18.104.22.168 - - [23/Dec/2011:11:32:16 +0000] "GET /mysqltuner.pl HTTP/1.1" 404 6426 "-" "Mozilla/5.0 (compatible; Googlebot/2.1; +http://www.google.com/bot.html)" 0 example.co.uk "-" "-"
That is googlebot requesting the popular mysqltuner.pl script. Why is it requesting this script? It is not on the website. It can not even be run from the website.
The file is located on the server in a utils directory I have. This is not part of document root and is never run via the website.
Other files include
show_s a script I use for examining server mail
tl abc a script which parses and tails some logfiles
And yet this week googlebot is attempting to crawl these files.
Let me repeat: These are files that are nowhere on the "website". They are files in secure locations on the server. They are just like files that are in /var/log, /usr/bin, /etc/postfix
So why the heck is Google requesting these files? How the heck does it know they exist?
It is crawling them because they are in the sitemap. For some reason the sitemap file contains entries like this:
< loc >http://www.example.co.uk/show_s< /loc >
Checking the 404 log for the past 3 months I see this:
22.214.171.124 - - [19/Dec/2011:23:06:54 +0000] "GET /show_s HTTP/1.1" 404 6016 "-" "Mozilla/5.0 (compatible; Googlebot/2.1; +http://www.google.com/bot.html)" 0 example.co.uk "-" "-"

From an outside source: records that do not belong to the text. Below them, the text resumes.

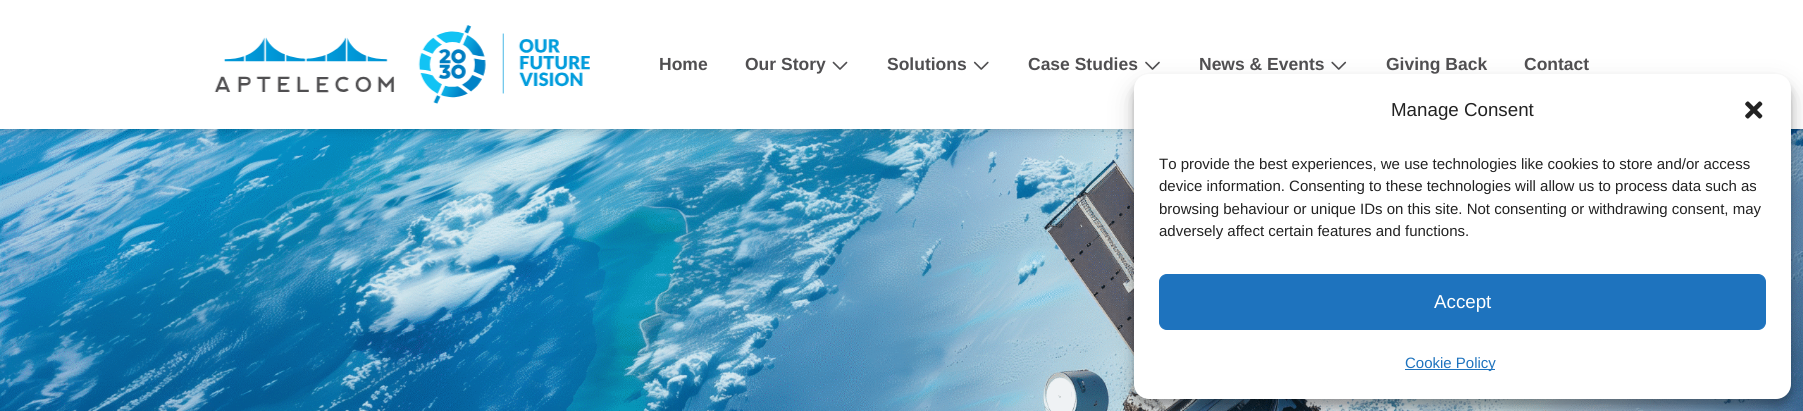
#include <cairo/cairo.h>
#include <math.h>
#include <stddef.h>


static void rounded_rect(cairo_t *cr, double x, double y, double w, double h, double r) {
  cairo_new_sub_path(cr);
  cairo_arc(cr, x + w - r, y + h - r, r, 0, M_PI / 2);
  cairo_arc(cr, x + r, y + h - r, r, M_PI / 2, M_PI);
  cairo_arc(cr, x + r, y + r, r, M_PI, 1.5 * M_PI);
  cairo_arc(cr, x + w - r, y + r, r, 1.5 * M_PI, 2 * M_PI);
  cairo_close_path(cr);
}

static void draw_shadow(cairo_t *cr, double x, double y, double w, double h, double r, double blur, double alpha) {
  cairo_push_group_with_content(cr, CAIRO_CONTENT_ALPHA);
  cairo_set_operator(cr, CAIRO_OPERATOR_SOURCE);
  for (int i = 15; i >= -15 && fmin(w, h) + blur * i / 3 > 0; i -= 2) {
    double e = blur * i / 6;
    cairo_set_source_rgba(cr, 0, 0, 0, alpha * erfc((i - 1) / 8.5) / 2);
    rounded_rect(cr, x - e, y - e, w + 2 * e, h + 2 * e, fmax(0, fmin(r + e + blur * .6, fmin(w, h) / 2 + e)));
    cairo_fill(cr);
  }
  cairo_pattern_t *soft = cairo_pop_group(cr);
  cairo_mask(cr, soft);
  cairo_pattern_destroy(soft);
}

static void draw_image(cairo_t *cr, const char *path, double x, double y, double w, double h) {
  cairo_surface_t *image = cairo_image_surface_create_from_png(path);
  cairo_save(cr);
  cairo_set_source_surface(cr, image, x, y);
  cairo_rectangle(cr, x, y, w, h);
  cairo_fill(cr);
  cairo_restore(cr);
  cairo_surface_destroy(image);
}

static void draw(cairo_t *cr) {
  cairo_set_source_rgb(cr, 1, 1, 1);
  cairo_paint(cr);
  draw_image(cr, "images/7.png", 0, 129, 1803, 282);
  cairo_set_source_rgb(cr, 0, 0, 0);
  draw_shadow(cr, 0, 0, 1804, 129, 0, 6, 0.2);
  cairo_set_source_rgb(cr, 1, 1, 1);
  cairo_rectangle(cr, 0, 0, 1803, 129);
  cairo_fill(cr);
  draw_image(cr, "images/1.png", 214, 25, 376, 79);
  draw_image(cr, "images/2.png", 832, 61, 16, 9);
  draw_image(cr, "images/3.png", 973, 61, 16, 9);
  draw_image(cr, "images/4.png", 1145, 61, 15, 9);
  draw_image(cr, "images/5.png", 1331, 61, 16, 9);
  cairo_set_source_rgb(cr, 0, 0, 0);
  draw_shadow(cr, 1134, 81, 657, 325, 15, 4, 0.23);
  draw_shadow(cr, 1134, 86, 657, 325, 15, 12.5, 0.19);
  cairo_set_source_rgb(cr, 1, 1, 1);
  rounded_rect(cr, 1134, 74, 657, 325, 15);
  cairo_fill(cr);
  draw_image(cr, "images/6.png", 1745, 101, 18, 18);
  cairo_set_source_rgb(cr, 30 / 255.0, 115 / 255.0, 190 / 255.0);
  rounded_rect(cr, 1159.5, 274.5, 606, 55, 7.5);
  cairo_fill_preserve(cr);
  cairo_set_line_width(cr, 1);
  cairo_stroke(cr);
  cairo_rectangle(cr, 1405, 369, 90, 1);
  cairo_fill(cr);
  cairo_select_font_face(cr, "Liberation Sans", CAIRO_FONT_SLANT_NORMAL, CAIRO_FONT_WEIGHT_BOLD);
  cairo_set_font_size(cr, 17.5);
  cairo_set_source_rgb(cr, 80 / 255.0, 79 / 255.0, 81 / 255.0);
  cairo_move_to(cr, 659, 70);
  cairo_show_text(cr, "Home");
  cairo_move_to(cr, 745, 70);
  cairo_show_text(cr, "Our Story");
  cairo_move_to(cr, 887, 70);
  cairo_show_text(cr, "Solutions");
  cairo_move_to(cr, 1028, 70);
  cairo_show_text(cr, "Case Studies");
  cairo_move_to(cr, 1199, 70);
  cairo_show_text(cr, "News & Events");
  cairo_move_to(cr, 1386, 70);
  cairo_show_text(cr, "Giving Back");
  cairo_move_to(cr, 1524, 70);
  cairo_show_text(cr, "Contact");
  cairo_select_font_face(cr, "Liberation Sans", CAIRO_FONT_SLANT_NORMAL, CAIRO_FONT_WEIGHT_NORMAL);
  cairo_set_font_size(cr, 18.75);
  cairo_set_source_rgb(cr, 34 / 255.0, 34 / 255.0, 34 / 255.0);
  cairo_move_to(cr, 1391, 116);
  cairo_show_text(cr, "Manage Consent");
  cairo_set_font_size(cr, 15);
  cairo_move_to(cr, 1159, 169);
  cairo_show_text(cr, "To provide the best experiences, we use technologies like cookies to store and/or access");
  cairo_move_to(cr, 1159, 191);
  cairo_show_text(cr, "device information. Consenting to these technologies will allow us to process data such as");
  cairo_move_to(cr, 1159, 214);
  cairo_show_text(cr, "browsing behaviour or unique IDs on this site. Not consenting or withdrawing consent, may");
  cairo_move_to(cr, 1159, 236);
  cairo_show_text(cr, "adversely affect certain features and functions.");
  cairo_set_font_size(cr, 18.75);
  cairo_set_source_rgb(cr, 1, 1, 1);
  cairo_move_to(cr, 1434, 308);
  cairo_show_text(cr, "Accept");
  cairo_set_font_size(cr, 15);
  cairo_set_source_rgb(cr, 30 / 255.0, 115 / 255.0, 190 / 255.0);
  cairo_move_to(cr, 1405, 368);
  cairo_show_text(cr, "Cookie Policy");
}

int main(void) {
  cairo_surface_t *surface = cairo_image_surface_create(CAIRO_FORMAT_RGB24, 1803, 411);
  cairo_t *cr = cairo_create(surface);
  cairo_font_options_t *options = cairo_font_options_create();
  cairo_font_options_set_hint_metrics(options, CAIRO_HINT_METRICS_OFF);
  cairo_font_options_set_hint_style(options, CAIRO_HINT_STYLE_NONE);
  cairo_set_font_options(cr, options);
  cairo_set_miter_limit(cr, 4);
  draw(cr);
  cairo_surface_write_to_png(surface, "out.png");
  cairo_font_options_destroy(options);
  cairo_destroy(cr);
  cairo_surface_destroy(surface);
  return 0;
}
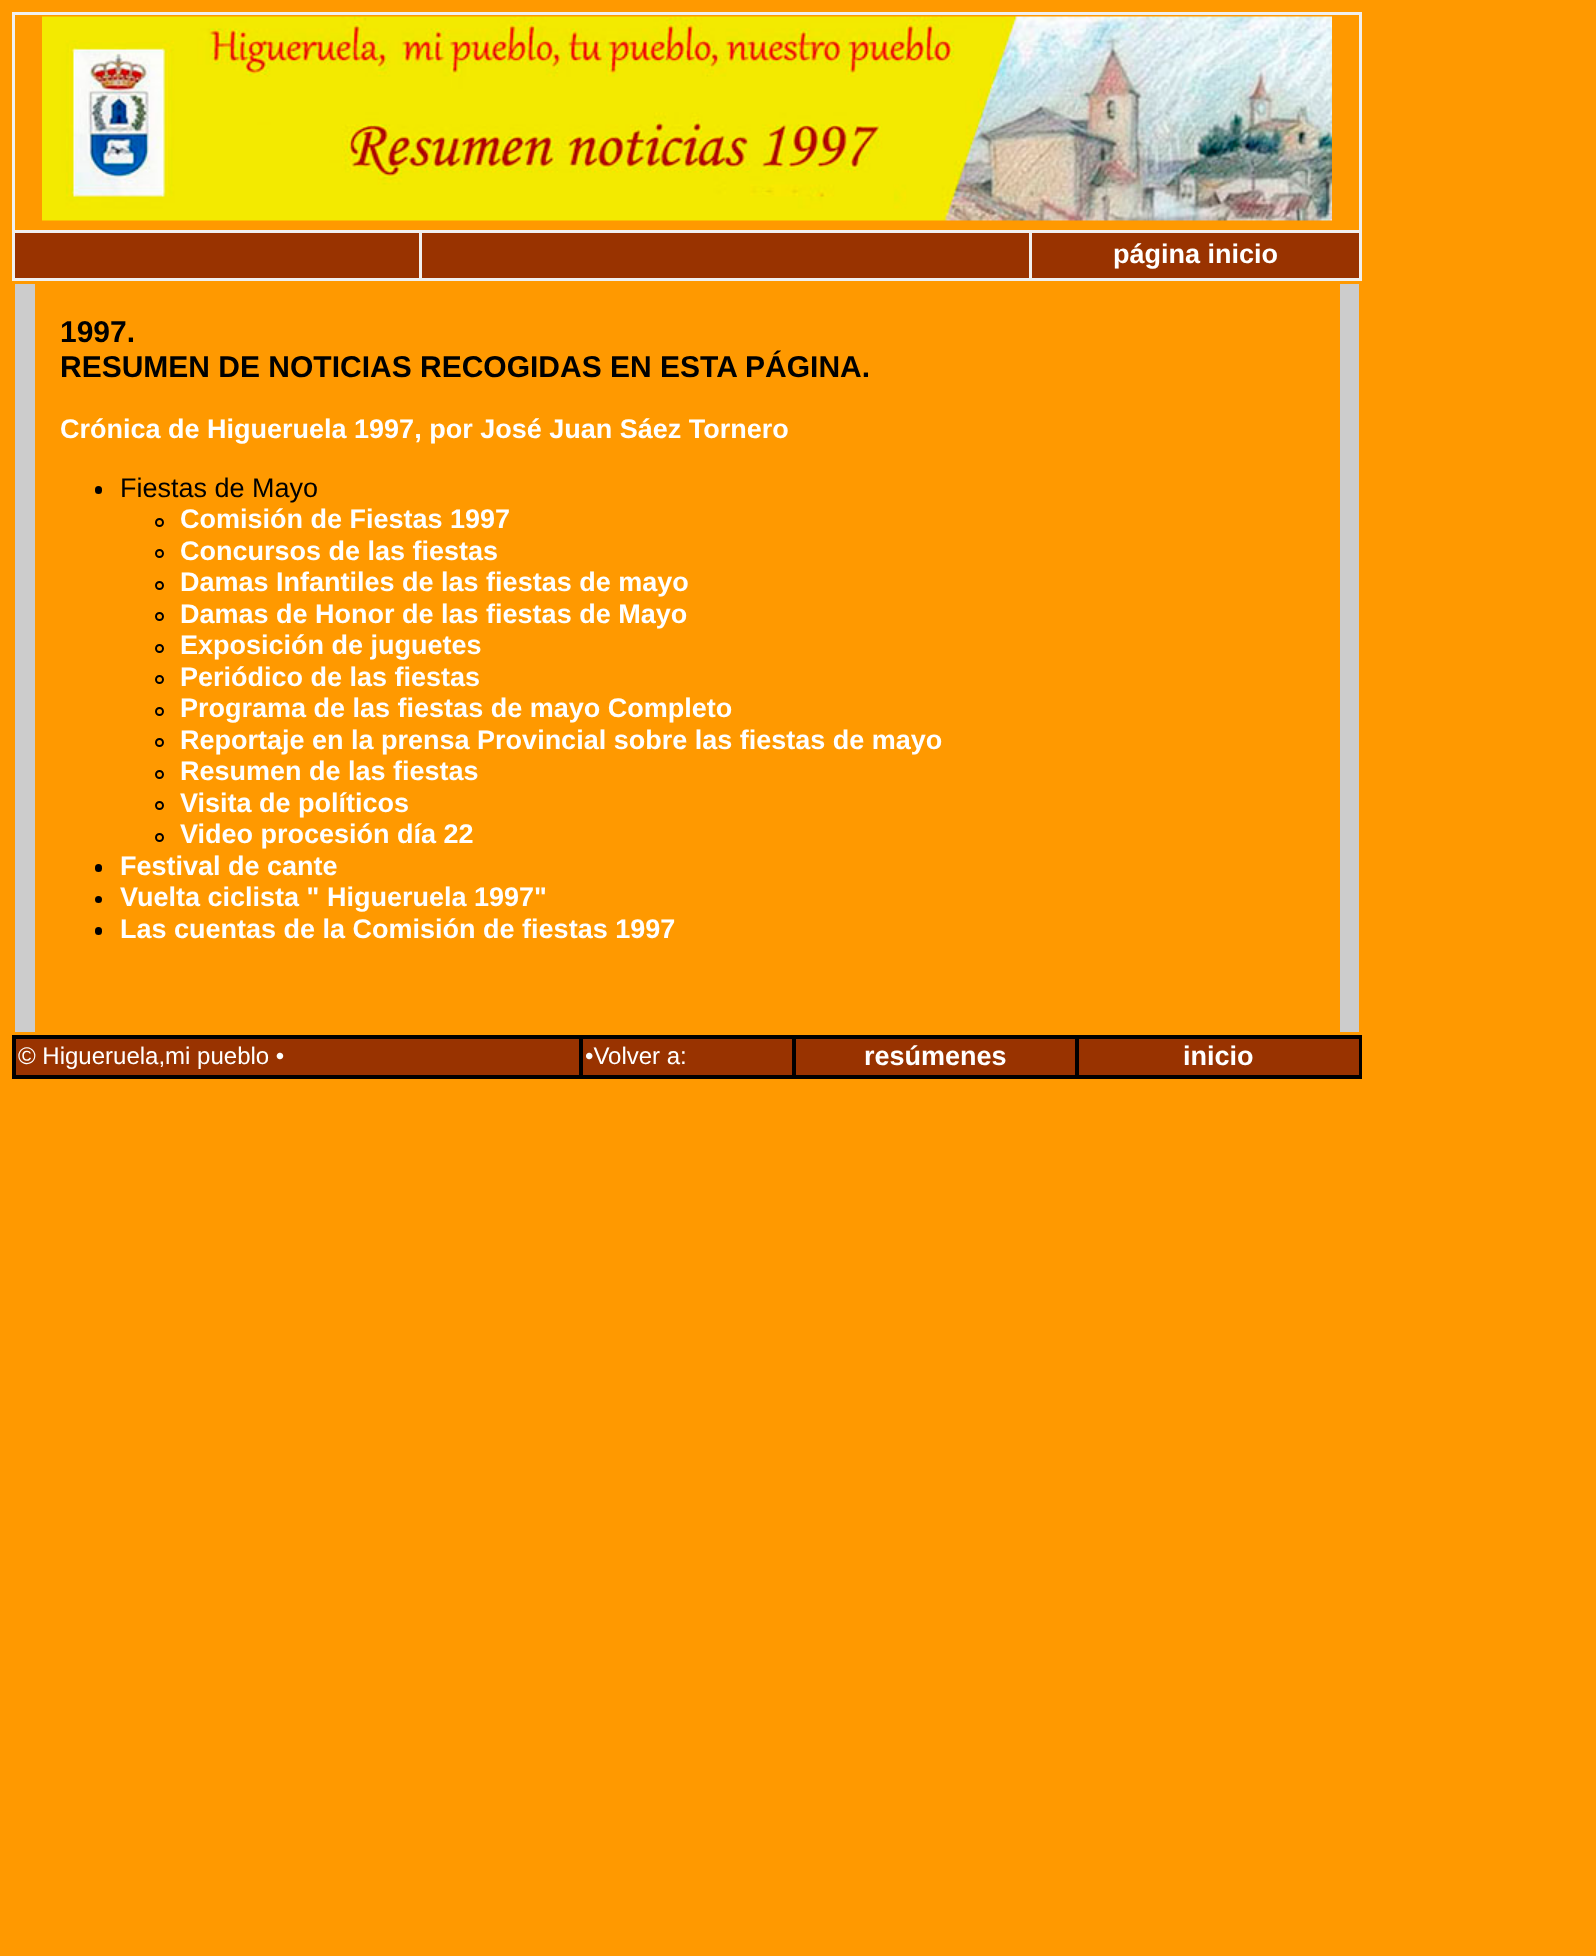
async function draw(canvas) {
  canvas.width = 1596;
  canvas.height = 1956;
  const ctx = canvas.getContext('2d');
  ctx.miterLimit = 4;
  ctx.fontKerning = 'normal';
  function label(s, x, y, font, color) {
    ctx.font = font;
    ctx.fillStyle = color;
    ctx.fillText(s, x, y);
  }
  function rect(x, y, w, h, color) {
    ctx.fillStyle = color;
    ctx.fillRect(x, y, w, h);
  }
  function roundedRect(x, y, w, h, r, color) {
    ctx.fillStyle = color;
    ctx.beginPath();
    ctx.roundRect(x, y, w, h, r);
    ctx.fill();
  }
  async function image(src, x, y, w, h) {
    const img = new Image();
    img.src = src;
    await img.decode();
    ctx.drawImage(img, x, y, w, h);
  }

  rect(0, 0, 1596, 1956, '#f90');
  rect(12, 12, 1350, 269, '#f0f0f0');
  rect(15, 15, 1344, 215, '#f90');
  await image('assets/img1.png', 42, 16, 1290, 205);
  rect(15, 233, 404, 45, '#930');
  rect(422, 233, 607, 45, '#930');
  rect(1032, 233, 327, 45, '#930');
  label('página inicio', 1113, 263, 'bold 27px Liberation Sans', '#fff');
  rect(15, 284, 20, 748, '#ccc');
  label('1997.', 60, 342, 'bold 30px Liberation Sans', '#000');
  label('RESUMEN DE NOTICIAS RECOGIDAS EN ESTA PÁGINA.', 60, 377, 'bold 30px Liberation Sans', '#000');
  label('Crónica de Higueruela 1997, por José Juan Sáez Tornero', 60, 438, 'bold 27px Liberation Sans', '#fff');
  roundedRect(95, 486, 7, 8, 3.5, '#000');
  label('Fiestas de Mayo', 120, 497, '27px Liberation Sans', '#000');
  ctx.beginPath();
  ctx.arc(159.5, 522.5, 3.5, 0, 2 * Math.PI);
  ctx.strokeStyle = '#000';
  ctx.lineWidth = 2;
  ctx.stroke();
  label('Comisión de Fiestas 1997', 180, 528, 'bold 27px Liberation Sans', '#fff');
  ctx.beginPath();
  ctx.arc(159.5, 553.5, 3.5, 0, 2 * Math.PI);
  ctx.stroke();
  label('Concursos de las fiestas', 180, 560, 'bold 27px Liberation Sans', '#fff');
  ctx.beginPath();
  ctx.arc(159.5, 585.5, 3.5, 0, 2 * Math.PI);
  ctx.stroke();
  label('Damas Infantiles de las fiestas de mayo', 180, 591, 'bold 27px Liberation Sans', '#fff');
  ctx.beginPath();
  ctx.arc(159.5, 616.5, 3.5, 0, 2 * Math.PI);
  ctx.stroke();
  label('Damas de Honor de las fiestas de Mayo', 180, 623, 'bold 27px Liberation Sans', '#fff');
  ctx.beginPath();
  ctx.arc(159.5, 648.5, 3.5, 0, 2 * Math.PI);
  ctx.stroke();
  label('Exposición de juguetes', 180, 654, 'bold 27px Liberation Sans', '#fff');
  ctx.beginPath();
  ctx.arc(159.5, 679.5, 3.5, 0, 2 * Math.PI);
  ctx.stroke();
  label('Periódico de las fiestas', 180, 686, 'bold 27px Liberation Sans', '#fff');
  ctx.beginPath();
  ctx.arc(159.5, 711.5, 3.5, 0, 2 * Math.PI);
  ctx.stroke();
  label('Programa de las fiestas de mayo Completo', 180, 717, 'bold 27px Liberation Sans', '#fff');
  ctx.beginPath();
  ctx.arc(159.5, 742.5, 3.5, 0, 2 * Math.PI);
  ctx.stroke();
  label('Reportaje en la prensa Provincial sobre las fiestas de mayo', 180, 749, 'bold 27px Liberation Sans', '#fff');
  ctx.beginPath();
  ctx.arc(159.5, 774.5, 3.5, 0, 2 * Math.PI);
  ctx.stroke();
  label('Resumen de las fiestas', 180, 780, 'bold 27px Liberation Sans', '#fff');
  ctx.beginPath();
  ctx.arc(159.5, 805.5, 3.5, 0, 2 * Math.PI);
  ctx.stroke();
  label('Visita de políticos', 180, 812, 'bold 27px Liberation Sans', '#fff');
  ctx.beginPath();
  ctx.arc(159.5, 837.5, 3.5, 0, 2 * Math.PI);
  ctx.stroke();
  label('Video procesión día 22', 180, 843, 'bold 27px Liberation Sans', '#fff');
  roundedRect(95, 864, 7, 8, 3.5, '#000');
  label('Festival de cante', 120, 875, 'bold 27px Liberation Sans', '#fff');
  ctx.fillStyle = '#000';
  ctx.beginPath();
  ctx.arc(98.5, 899.5, 3.5, 0, 2 * Math.PI);
  ctx.fill();
  label('Vuelta ciclista " Higueruela 1997"', 120, 906, 'bold 27px Liberation Sans', '#fff');
  roundedRect(95, 927, 7, 8, 3.5, '#000');
  label('Las cuentas de la Comisión de fiestas 1997', 120, 938, 'bold 27px Liberation Sans', '#fff');
  rect(1340, 284, 19, 748, '#ccc');
  ctx.strokeRect(13, 1036, 1348, 42);
  ctx.fillStyle = '#930';
  ctx.beginPath();
  ctx.rect(15, 1038, 565, 38);
  ctx.fill();
  ctx.stroke();
  label('© Higueruela,mi pueblo •', 18, 1064, '24px Liberation Sans', '#fff');
  ctx.fillStyle = '#930';
  ctx.beginPath();
  ctx.rect(582, 1038, 211, 38);
  ctx.fill();
  ctx.stroke();
  label('•Volver a:', 585, 1064, '24px Liberation Sans', '#fff');
  ctx.fillStyle = '#930';
  ctx.beginPath();
  ctx.rect(795, 1038, 281, 38);
  ctx.fill();
  ctx.stroke();
  label('resúmenes', 864, 1065, 'bold 27px Liberation Sans', '#fff');
  ctx.fillStyle = '#930';
  ctx.beginPath();
  ctx.rect(1078, 1038, 282, 38);
  ctx.fill();
  ctx.stroke();
  label('inicio', 1183, 1065, 'bold 27px Liberation Sans', '#fff');
}

draw(document.querySelector('canvas'));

This is now self perpetuating. Googlebot sees the show_s entry in the sitemap and then a few days later requests the page again.
Did I Type it in the Browser?
One reason for this could be that I had mistakenly typed show_s in the browser.
http: // www. example.co.uk / show_s
If I did that it would of course generate a 404, get logged, end up in the sitemap and thus give a crumb for googlebot to follow.
But there is no way that I entered half a dozen server script commands into a browsers URL! And I can not find my IP address in the 404 logfile.
So what is going on here? Is google monitoring what I type on a server console via an SSH window?